**Exercise prompt**
Could you write out the records below exactly as they appear?

:::

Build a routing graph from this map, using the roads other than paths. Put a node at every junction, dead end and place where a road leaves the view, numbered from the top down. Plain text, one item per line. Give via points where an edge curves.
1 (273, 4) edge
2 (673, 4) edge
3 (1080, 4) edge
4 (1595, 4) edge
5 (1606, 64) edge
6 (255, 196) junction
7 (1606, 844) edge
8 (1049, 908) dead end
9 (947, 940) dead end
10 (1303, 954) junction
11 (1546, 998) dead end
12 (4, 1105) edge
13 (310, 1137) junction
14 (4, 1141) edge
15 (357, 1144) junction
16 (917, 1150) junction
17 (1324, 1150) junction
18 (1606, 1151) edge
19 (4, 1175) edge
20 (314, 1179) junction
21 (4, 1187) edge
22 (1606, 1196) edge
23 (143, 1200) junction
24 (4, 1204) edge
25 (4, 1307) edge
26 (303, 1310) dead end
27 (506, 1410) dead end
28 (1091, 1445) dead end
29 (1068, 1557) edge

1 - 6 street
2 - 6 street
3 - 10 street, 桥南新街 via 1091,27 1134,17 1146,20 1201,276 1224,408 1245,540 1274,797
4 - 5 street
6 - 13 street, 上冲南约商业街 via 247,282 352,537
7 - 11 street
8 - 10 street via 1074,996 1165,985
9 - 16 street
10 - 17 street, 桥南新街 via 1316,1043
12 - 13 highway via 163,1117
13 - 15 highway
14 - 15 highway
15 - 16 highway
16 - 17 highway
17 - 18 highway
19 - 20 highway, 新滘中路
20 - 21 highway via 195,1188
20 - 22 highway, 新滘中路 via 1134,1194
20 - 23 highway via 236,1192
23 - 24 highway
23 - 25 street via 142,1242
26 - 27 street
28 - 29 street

:::

**Answer box**
Build a routing graph from this map, using the roads other than paths. Put a node at every junction, dead end and place where a road leaves the view, numbered from the top down. Plain text, one item per line. Give via points where an edge curves.
1 (273, 4) edge
2 (673, 4) edge
3 (1080, 4) edge
4 (1595, 4) edge
5 (1606, 64) edge
6 (255, 196) junction
7 (1606, 844) edge
8 (1049, 908) dead end
9 (947, 940) dead end
10 (1303, 954) junction
11 (1546, 998) dead end
12 (4, 1105) edge
13 (310, 1137) junction
14 (4, 1141) edge
15 (357, 1144) junction
16 (917, 1150) junction
17 (1324, 1150) junction
18 (1606, 1151) edge
19 (4, 1175) edge
20 (314, 1179) junction
21 (4, 1187) edge
22 (1606, 1196) edge
23 (143, 1200) junction
24 (4, 1204) edge
25 (4, 1307) edge
26 (303, 1310) dead end
27 (506, 1410) dead end
28 (1091, 1445) dead end
29 (1068, 1557) edge

1 - 6 street
2 - 6 street
3 - 10 street, 桥南新街 via 1091,27 1134,17 1146,20 1201,276 1224,408 1245,540 1274,797
4 - 5 street
6 - 13 street, 上冲南约商业街 via 247,282 352,537
7 - 11 street
8 - 10 street via 1074,996 1165,985
9 - 16 street
10 - 17 street, 桥南新街 via 1316,1043
12 - 13 highway via 163,1117
13 - 15 highway
14 - 15 highway
15 - 16 highway
16 - 17 highway
17 - 18 highway
19 - 20 highway, 新滘中路
20 - 21 highway via 195,1188
20 - 22 highway, 新滘中路 via 1134,1194
20 - 23 highway via 236,1192
23 - 24 highway
23 - 25 street via 142,1242
26 - 27 street
28 - 29 street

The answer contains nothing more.